Une expérience quasi physique

Le public venu à 19h écouter Vincent Viala l’a bien entendu, mais ne l’a pas vu ! Terence Briand et Sebastien Bedrunes étaient bien dans le hall, assis à leur console informatique, et le public debout se laissait entourer par les notes de Vincent qui, lui, jouait tout au bout du corridor menant aux entrées de la salle Touchard. Car tel est le dispositif du soundarium, arène sonore de ce hall bardé de hauts parleurs qui permettent aux ingés son de faire tourner la musique.

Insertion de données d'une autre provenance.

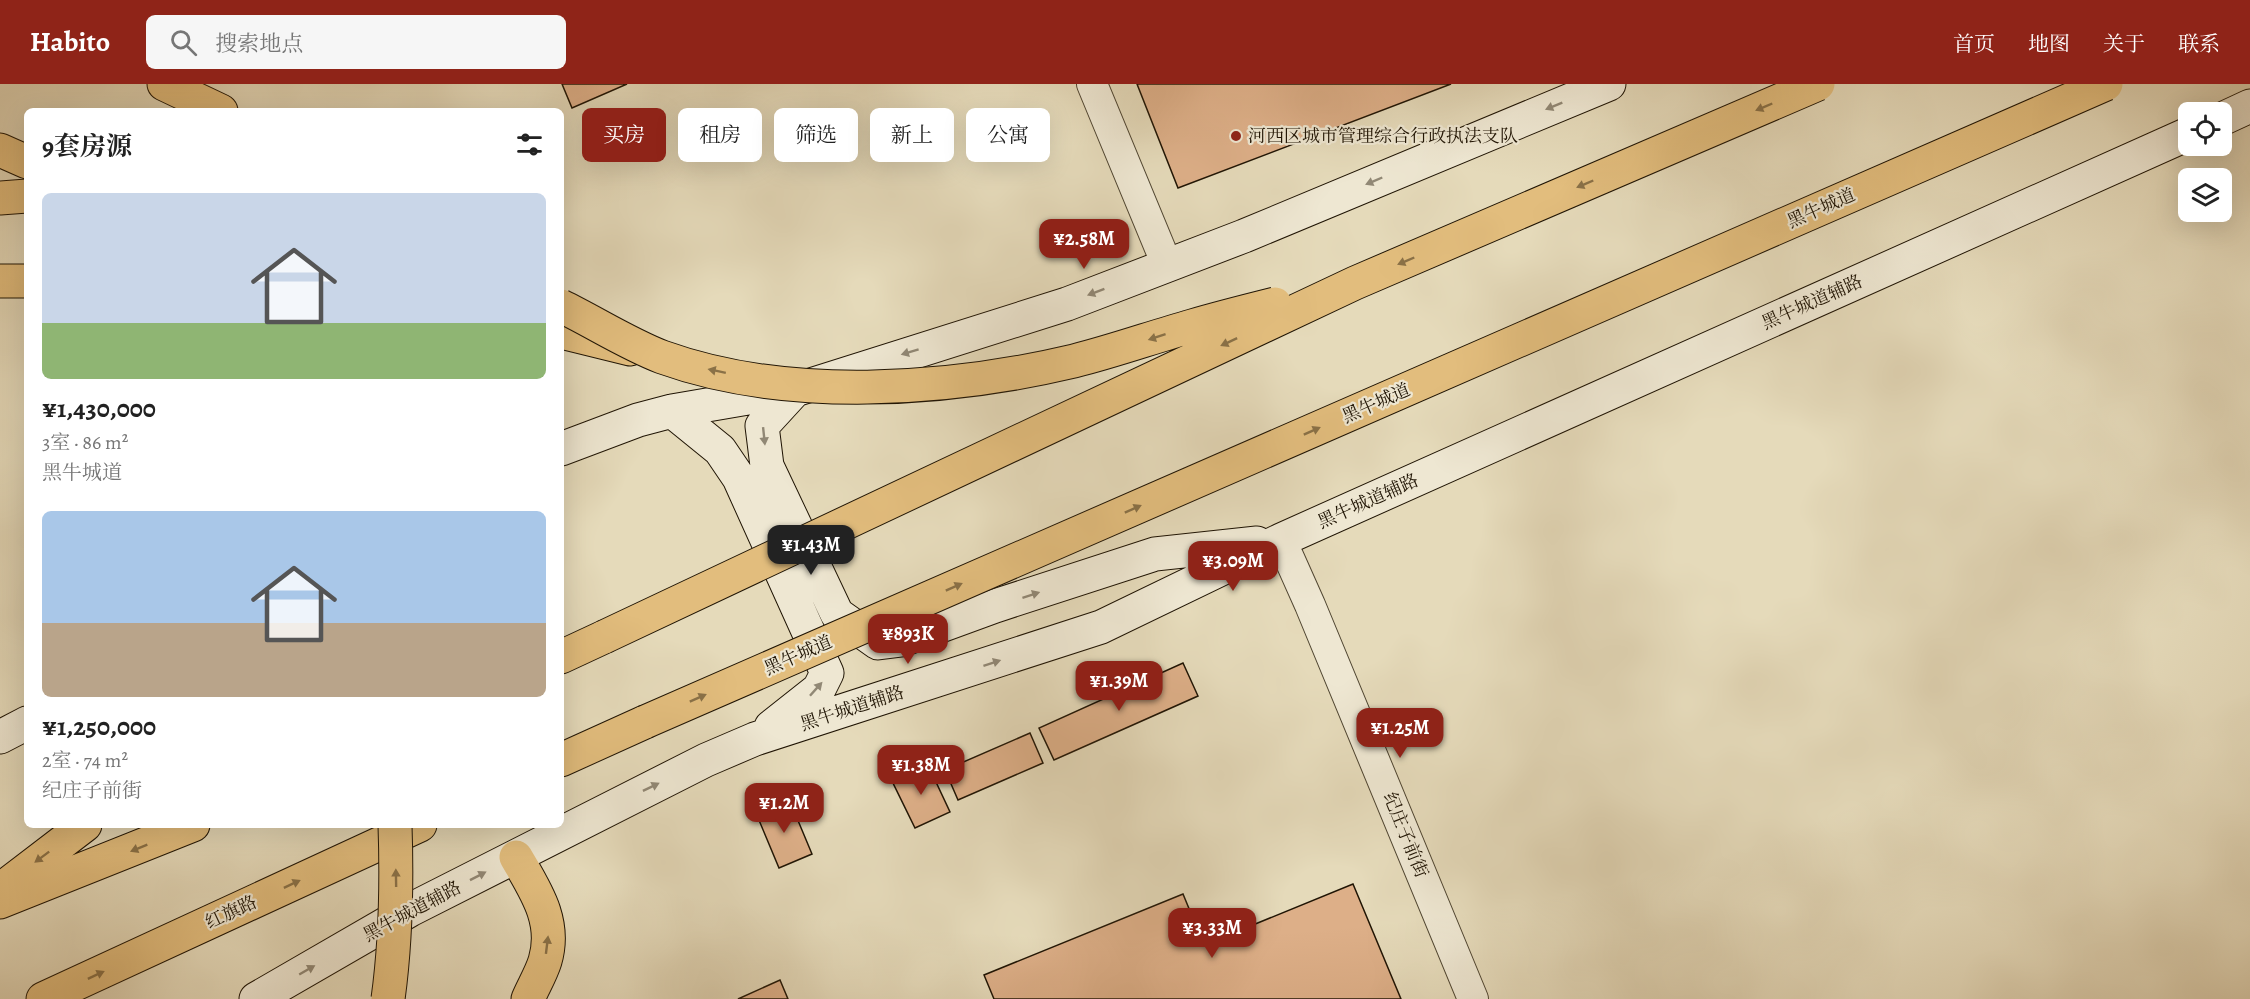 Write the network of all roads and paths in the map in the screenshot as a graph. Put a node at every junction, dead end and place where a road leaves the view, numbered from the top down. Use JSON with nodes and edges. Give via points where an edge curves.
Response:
{"nodes":[{"id":1,"x":164,"y":84,"type":"edge"},
{"id":2,"x":1092,"y":84,"type":"edge"},
{"id":3,"x":1609,"y":84,"type":"edge"},
{"id":4,"x":1818,"y":84,"type":"edge"},
{"id":5,"x":2106,"y":84,"type":"edge"},
{"id":6,"x":2250,"y":106,"type":"edge"},
{"id":7,"x":215,"y":108,"type":"edge"},
{"id":8,"x":2232,"y":114,"type":"edge"},
{"id":9,"x":2178,"y":138,"type":"edge"},
{"id":10,"x":0,"y":150,"type":"edge"},
{"id":11,"x":24,"y":161,"type":"edge"},
{"id":12,"x":24,"y":196,"type":"edge"},
{"id":13,"x":0,"y":198,"type":"edge"},
{"id":14,"x":1167,"y":265,"type":"junction"},
{"id":15,"x":0,"y":281,"type":"edge"},
{"id":16,"x":24,"y":281,"type":"edge"},
{"id":17,"x":1355,"y":283,"type":"junction"},
{"id":18,"x":564,"y":308,"type":"edge"},
{"id":19,"x":564,"y":333,"type":"edge"},
{"id":20,"x":661,"y":356,"type":"junction"},
{"id":21,"x":795,"y":390,"type":"junction"},
{"id":22,"x":672,"y":411,"type":"junction"},
{"id":23,"x":564,"y":448,"type":"edge"},
{"id":24,"x":1281,"y":540,"type":"junction"},
{"id":25,"x":564,"y":656,"type":"edge"},
{"id":26,"x":24,"y":725,"type":"edge"},
{"id":27,"x":0,"y":737,"type":"edge"},
{"id":28,"x":755,"y":739,"type":"junction"},
{"id":29,"x":564,"y":759,"type":"edge"},
{"id":30,"x":81,"y":828,"type":"edge"},
{"id":31,"x":185,"y":828,"type":"edge"},
{"id":32,"x":394,"y":828,"type":"edge"},
{"id":33,"x":414,"y":828,"type":"edge"},
{"id":34,"x":516,"y":857,"type":"junction"},
{"id":35,"x":0,"y":890,"type":"edge"},
{"id":36,"x":0,"y":902,"type":"edge"},
{"id":37,"x":43,"y":999,"type":"edge"},
{"id":38,"x":256,"y":999,"type":"edge"},
{"id":39,"x":388,"y":999,"type":"edge"},
{"id":40,"x":528,"y":999,"type":"edge"},
{"id":41,"x":1473,"y":999,"type":"edge"}],
"edges":[{"from":1,"to":7,"type":"main road"},
{"from":2,"to":14,"type":"street"},
{"from":3,"to":14,"type":"main road","one_way":true},
{"from":4,"to":17,"type":"main road","one_way":true,"bridge":true},
{"from":29,"to":5,"type":"main road","name":"黑牛城道","one_way":true,"bridge":true},
{"from":6,"to":8,"type":"main road"},
{"from":9,"to":24,"type":"main road","name":"黑牛城道辅路"},
{"from":10,"to":11,"type":"main road"},
{"from":12,"to":13,"type":"main road"},
{"from":14,"to":21,"type":"main road","one_way":true,"via":[[1067,303]]},
{"from":15,"to":16,"type":"main road"},
{"from":17,"to":20,"type":"main road","one_way":true,"bridge":true,"via":[[1074,361],[963,381],[812,386],[766,382]]},
{"from":17,"to":25,"type":"main road","one_way":true,"bridge":true},
{"from":18,"to":20,"type":"main road","bridge":true},
{"from":19,"to":20,"type":"main road","bridge":true},
{"from":21,"to":22,"type":"main road"},
{"from":21,"to":24,"type":"main road","one_way":true,"via":[[762,426],[767,466],[837,614],[878,643],[902,640],[1155,554]]},
{"from":22,"to":23,"type":"main road"},
{"from":28,"to":22,"type":"main road","one_way":true,"via":[[819,689],[827,674],[739,478],[720,450]]},
{"from":28,"to":24,"type":"main road","name":"黑牛城道辅路","one_way":true,"via":[[1101,627]]},
{"from":24,"to":41,"type":"street","name":"纪庄子前街"},
{"from":26,"to":27,"type":"main road"},
{"from":34,"to":28,"type":"main road","name":"黑牛城道辅路","one_way":true,"via":[[618,803]]},
{"from":30,"to":35,"type":"main road","one_way":true},
{"from":31,"to":36,"type":"main road","one_way":true},
{"from":39,"to":32,"type":"main road","one_way":true,"bridge":true,"via":[[396,904]]},
{"from":37,"to":33,"type":"main road","name":"红旗路","one_way":true},
{"from":38,"to":34,"type":"main road","name":"黑牛城道辅路","one_way":true,"via":[[410,910]]},
{"from":40,"to":34,"type":"main road","one_way":true,"via":[[545,961],[548,915]]}]}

Et même si le public s’est retrouvé face à lui même, en rond dans ce hall vide, ce qui est en soi une expérience !,la magie a très vite opéré. On sait Vincent Viala excellent pianiste ; il nous a emmené très loin avec une aisance étonnante. Dans un grand set digne des pianistes solo du XXe siècle, il a captivé son auditoire par l’intériorité de sa prestation. Et la mise en perspective du dispositif sonore donnait une profondeur incroyable à son jeu, apportant une spiritualité encore plus intense. Une heure d’une expérience musicale à vivre qui se renouvellera vendredi avec le guitariste Cédric Perras.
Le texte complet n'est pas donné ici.